Ride Your Wave movie review & film summary (2020)

But then Minato dies while trying to save a total stranger, an act of saint-like kindness that’s only credible because he mostly exists in “Ride Your Wave” as an extension of Hinako’s emotions. Then again, while Minato’s spirit is a figment of Hinako’s imagination, he’s also real: he appears to her in any water surface, including tap and toilet water. Sometimes she imagines him as a porpoise, and sometimes, he appears as a tidal wave of ocean water, which suggests that Hinako’s emotions are as substantial as the surf under her board. 

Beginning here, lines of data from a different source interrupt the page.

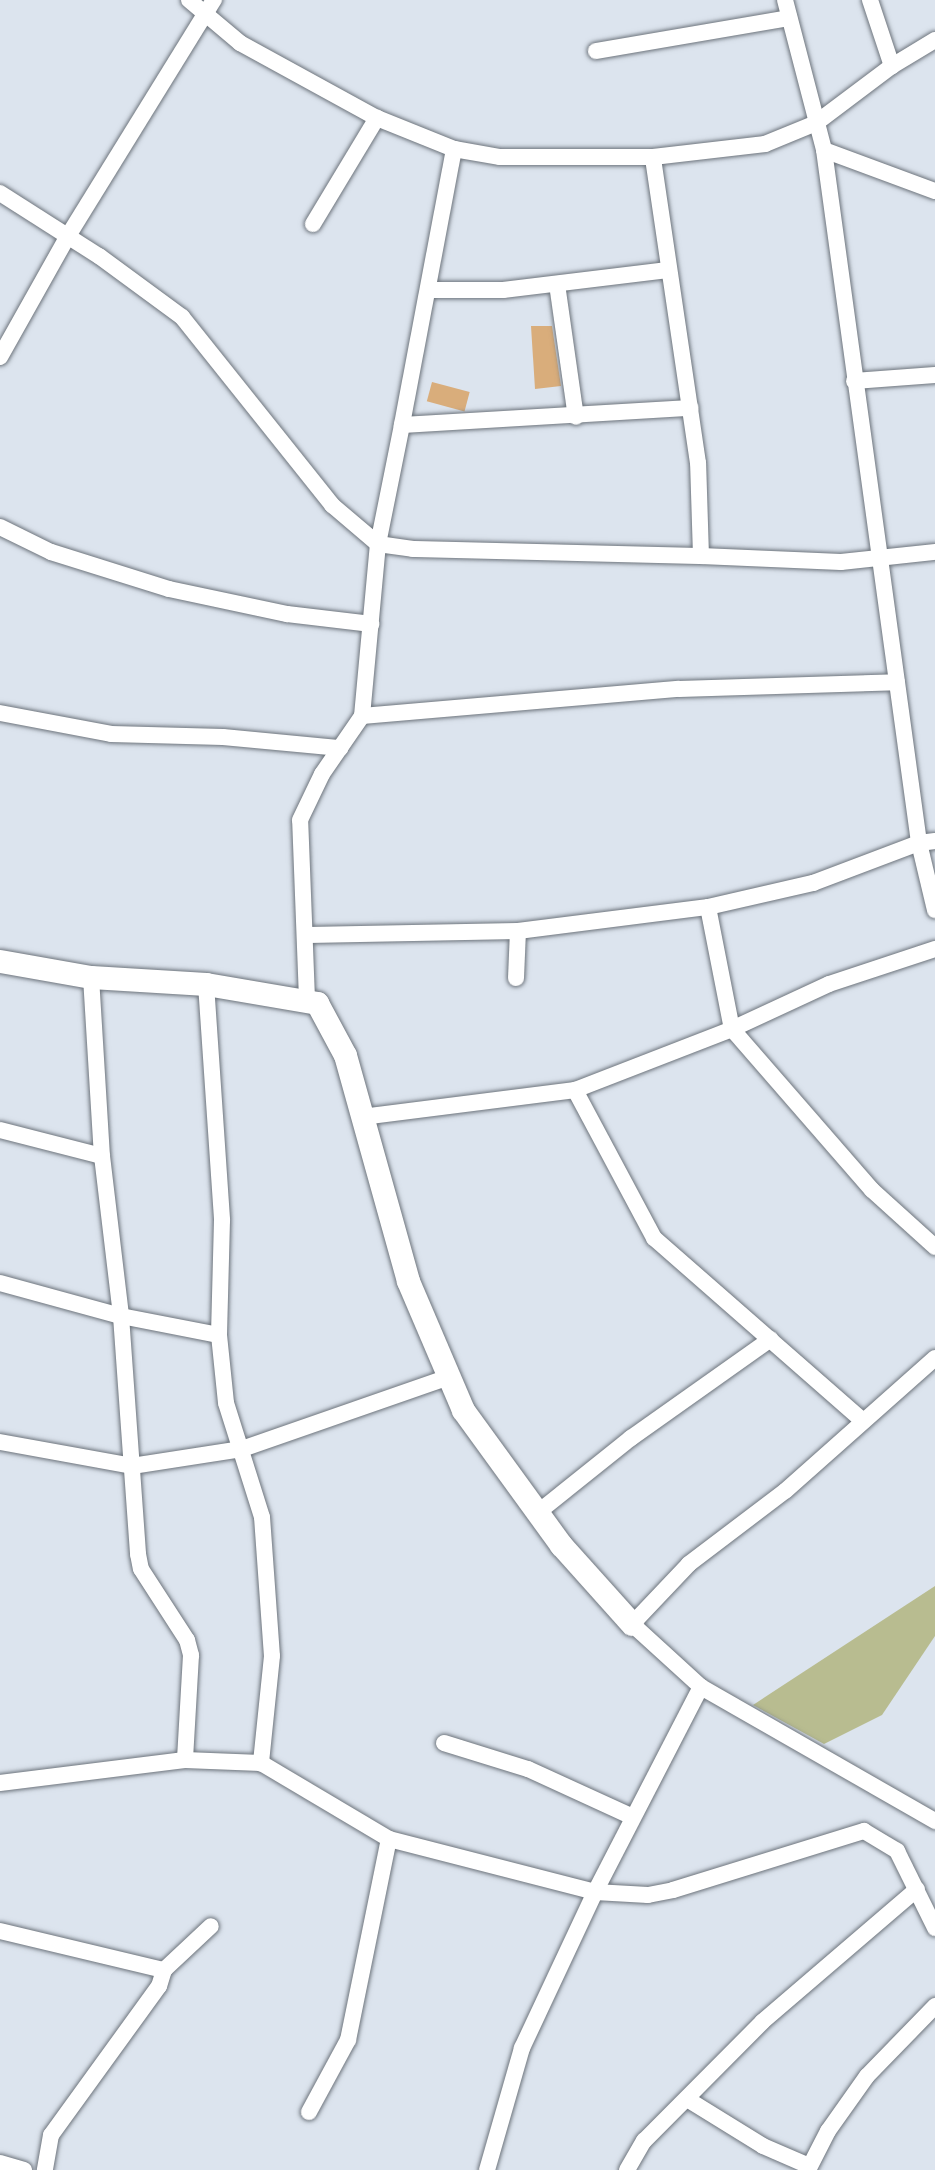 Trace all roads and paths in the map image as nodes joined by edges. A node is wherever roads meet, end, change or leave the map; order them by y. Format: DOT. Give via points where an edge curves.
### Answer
graph roads {
  1 [pos="189,0"];
  2 [pos="214,0"];
  3 [pos="785,0"];
  4 [pos="870,0"];
  5 [pos="203,15"];
  6 [pos="789,18"];
  7 [pos="935,40"];
  8 [pos="596,51"];
  9 [pos="892,66"];
  10 [pos="377,118"];
  11 [pos="816,123"];
  12 [pos="454,149"];
  13 [pos="824,150"];
  14 [pos="653,157"];
  15 [pos="935,191"];
  16 [pos="0,193"];
  17 [pos="313,223"];
  18 [pos="68,236"];
  19 [pos="668,270"];
  20 [pos="557,284"];
  21 [pos="430,290"];
  22 [pos="0,357"];
  23 [pos="935,375"];
  24 [pos="854,381"];
  25 [pos="690,408"];
  26 [pos="576,417"];
  27 [pos="402,425"];
  28 [pos="0,527"];
  29 [pos="378,544"];
  30 [pos="935,552"];
  31 [pos="701,555"];
  32 [pos="883,559"];
  33 [pos="371,624"];
  34 [pos="897,682"];
  35 [pos="0,713"];
  36 [pos="362,716"];
  37 [pos="340,747"];
  38 [pos="927,842"];
  39 [pos="708,906"];
  40 [pos="935,911"];
  41 [pos="518,931"];
  42 [pos="308,935"];
  43 [pos="935,949"];
  44 [pos="0,961"];
  45 [pos="91,977"];
  46 [pos="516,978"];
  47 [pos="206,984"];
  48 [pos="307,999"];
  49 [pos="732,1029"];
  50 [pos="575,1090"];
  51 [pos="362,1117"];
  52 [pos="0,1130"];
  53 [pos="102,1156"];
  54 [pos="935,1247"];
  55 [pos="0,1283"];
  56 [pos="121,1316"];
  57 [pos="219,1335"];
  58 [pos="771,1339"];
  59 [pos="935,1358"];
  60 [pos="449,1377"];
  61 [pos="863,1421"];
  62 [pos="0,1442"];
  63 [pos="242,1449"];
  64 [pos="132,1466"];
  65 [pos="536,1514"];
  66 [pos="632,1624"];
  67 [pos="701,1687"];
  68 [pos="444,1743"];
  69 [pos="185,1760"];
  70 [pos="261,1763"];
  71 [pos="0,1783"];
  72 [pos="633,1817"];
  73 [pos="935,1821"];
  74 [pos="389,1839"];
  75 [pos="917,1889"];
  76 [pos="595,1892"];
  77 [pos="211,1926"];
  78 [pos="935,1928"];
  79 [pos="0,1931"];
  80 [pos="164,1970"];
  81 [pos="935,2006"];
  82 [pos="687,2099"];
  83 [pos="309,2112"];
  84 [pos="0,2163"];
  85 [pos="809,2168"];
  86 [pos="24,2170"];
  87 [pos="45,2170"];
  88 [pos="487,2170"];
  89 [pos="627,2170"];
  1 -- 5 [label="street"];
  2 -- 5 [label="street"];
  3 -- 6 [label="street"];
  4 -- 9 [label="street"];
  5 -- 10 [label="street" via="297,77"];
  5 -- 18 [label="street"];
  6 -- 8 [label="street"];
  6 -- 11 [label="street"];
  7 -- 9 [label="street"];
  9 -- 11 [label="street"];
  10 -- 12 [label="street"];
  10 -- 17 [label="street"];
  11 -- 13 [label="street"];
  11 -- 14 [label="street" via="765,144"];
  12 -- 14 [label="street" via="500,157"];
  12 -- 21 [label="street"];
  13 -- 15 [label="street"];
  13 -- 24 [label="street"];
  14 -- 19 [label="street"];
  16 -- 18 [label="street"];
  18 -- 22 [label="street"];
  18 -- 29 [label="street" via="182,317 332,505"];
  19 -- 20 [label="street"];
  19 -- 25 [label="street"];
  20 -- 21 [label="street"];
  20 -- 26 [label="street"];
  21 -- 27 [label="street"];
  23 -- 24 [label="street"];
  24 -- 32 [label="street"];
  25 -- 26 [label="street"];
  25 -- 31 [label="street" via="701,495"];
  26 -- 27 [label="street"];
  27 -- 29 [label="street"];
  28 -- 33 [label="street" via="51,552 169,589 287,614"];
  29 -- 31 [label="street" via="413,549"];
  29 -- 33 [label="street"];
  30 -- 32 [label="street"];
  31 -- 32 [label="street" via="841,562"];
  32 -- 34 [label="street"];
  33 -- 36 [label="street"];
  34 -- 36 [label="street" via="679,689"];
  34 -- 38 [label="street"];
  35 -- 37 [label="street" via="111,734"];
  36 -- 37 [label="street"];
  37 -- 42 [label="street" via="305,803 300,820"];
  38 -- 39 [label="street" via="813,883"];
  38 -- 40 [label="street"];
  39 -- 41 [label="street"];
  39 -- 49 [label="street"];
  41 -- 42 [label="street"];
  41 -- 46 [label="street"];
  42 -- 48 [label="street"];
  43 -- 49 [label="street" via="829,984"];
  44 -- 45 [label="main road"];
  45 -- 47 [label="main road"];
  45 -- 53 [label="street"];
  47 -- 48 [label="main road"];
  47 -- 57 [label="street" via="222,1220"];
  48 -- 51 [label="main road" via="317,1003 326,1016 345,1055"];
  49 -- 50 [label="street"];
  49 -- 54 [label="street" via="872,1190 919,1238"];
  50 -- 51 [label="street"];
  50 -- 58 [label="street" via="654,1238"];
  51 -- 60 [label="main road" via="408,1281"];
  52 -- 53 [label="street"];
  53 -- 56 [label="street"];
  55 -- 56 [label="street"];
  56 -- 57 [label="street"];
  56 -- 64 [label="street"];
  57 -- 63 [label="street" via="226,1403"];
  58 -- 61 [label="street"];
  58 -- 65 [label="street" via="631,1437"];
  59 -- 61 [label="street"];
  60 -- 63 [label="street"];
  60 -- 65 [label="main road" via="463,1409"];
  61 -- 66 [label="street" via="785,1490 689,1564"];
  62 -- 64 [label="street"];
  63 -- 64 [label="street"];
  63 -- 70 [label="street" via="262,1517 272,1656"];
  64 -- 69 [label="street" via="141,1569 187,1640 191,1656"];
  65 -- 66 [label="main road"];
  66 -- 67 [label="street"];
  67 -- 72 [label="street"];
  67 -- 73 [label="street"];
  68 -- 72 [label="street" via="528,1769"];
  69 -- 70 [label="street"];
  69 -- 71 [label="street"];
  70 -- 74 [label="street"];
  72 -- 76 [label="street"];
  74 -- 76 [label="street"];
  74 -- 83 [label="street" via="348,2040"];
  75 -- 76 [label="street" via="897,1851 864,1831 673,1890 648,1895"];
  75 -- 78 [label="street"];
  75 -- 82 [label="street" via="762,2022"];
  76 -- 88 [label="street" via="522,2048"];
  77 -- 80 [label="street"];
  79 -- 80 [label="street"];
  80 -- 87 [label="street" via="159,1986 51,2135"];
  81 -- 85 [label="street" via="867,2076"];
  82 -- 85 [label="street"];
  82 -- 89 [label="street" via="644,2141"];
  84 -- 86 [label="street"];
}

That synopsis might make “Ride Your Wave” seem like a tone-deaf and painfully earnest melodrama, but the movie’s unabashed sentimentality never feels unbearable. Director Masaaki Yuasa (“Lu Over the Wall,” “Mind Game”) and screenwriter Reiko Yoshida’s light, sensitive consideration of Hinako’s feelings is genuinely refreshing, especially Yuasa’s focus on the ambient sounds and earthy details of Hinako and Minato’s romance. I was especially impressed with the movie’s sound design, which gives a clear sense of the romantic isolation that Hinako and Minato experience because of their microscopic environment, like when seaside fireworks pop and hiss in the distance. I also love the scene where Minato’s best friend Wasabi (Kentaro Ito) struggles to regain his balance on a zipline during his firefighter training. You can hear other firemen cheering Wasabi on as he tries to pull himself up by his legs and shimmy from one post to the other. He sighs heavily after a while as his colleagues yell somewhere off-screen; his carabineer shifts with his weight. It's a brief but revealing moment.

Hinako’s world is also credible because she isn’t treated like the platonic ideal of a teenage girl. You can see Yuasa’s warts-and-all affection for his young lovers in a scene where the ocean breeze causes both Hinako’s dress and Minato’s light denim shirt to puff up as they talk; for a moment, they both look like David Byrne in his oversized “Stop Making Sense” suit. Her cheekbones and shoulder blades also stick out, and his arms and torso are impossibly lean. They’re not realistic, but they are real enough because the world they live in is believably small.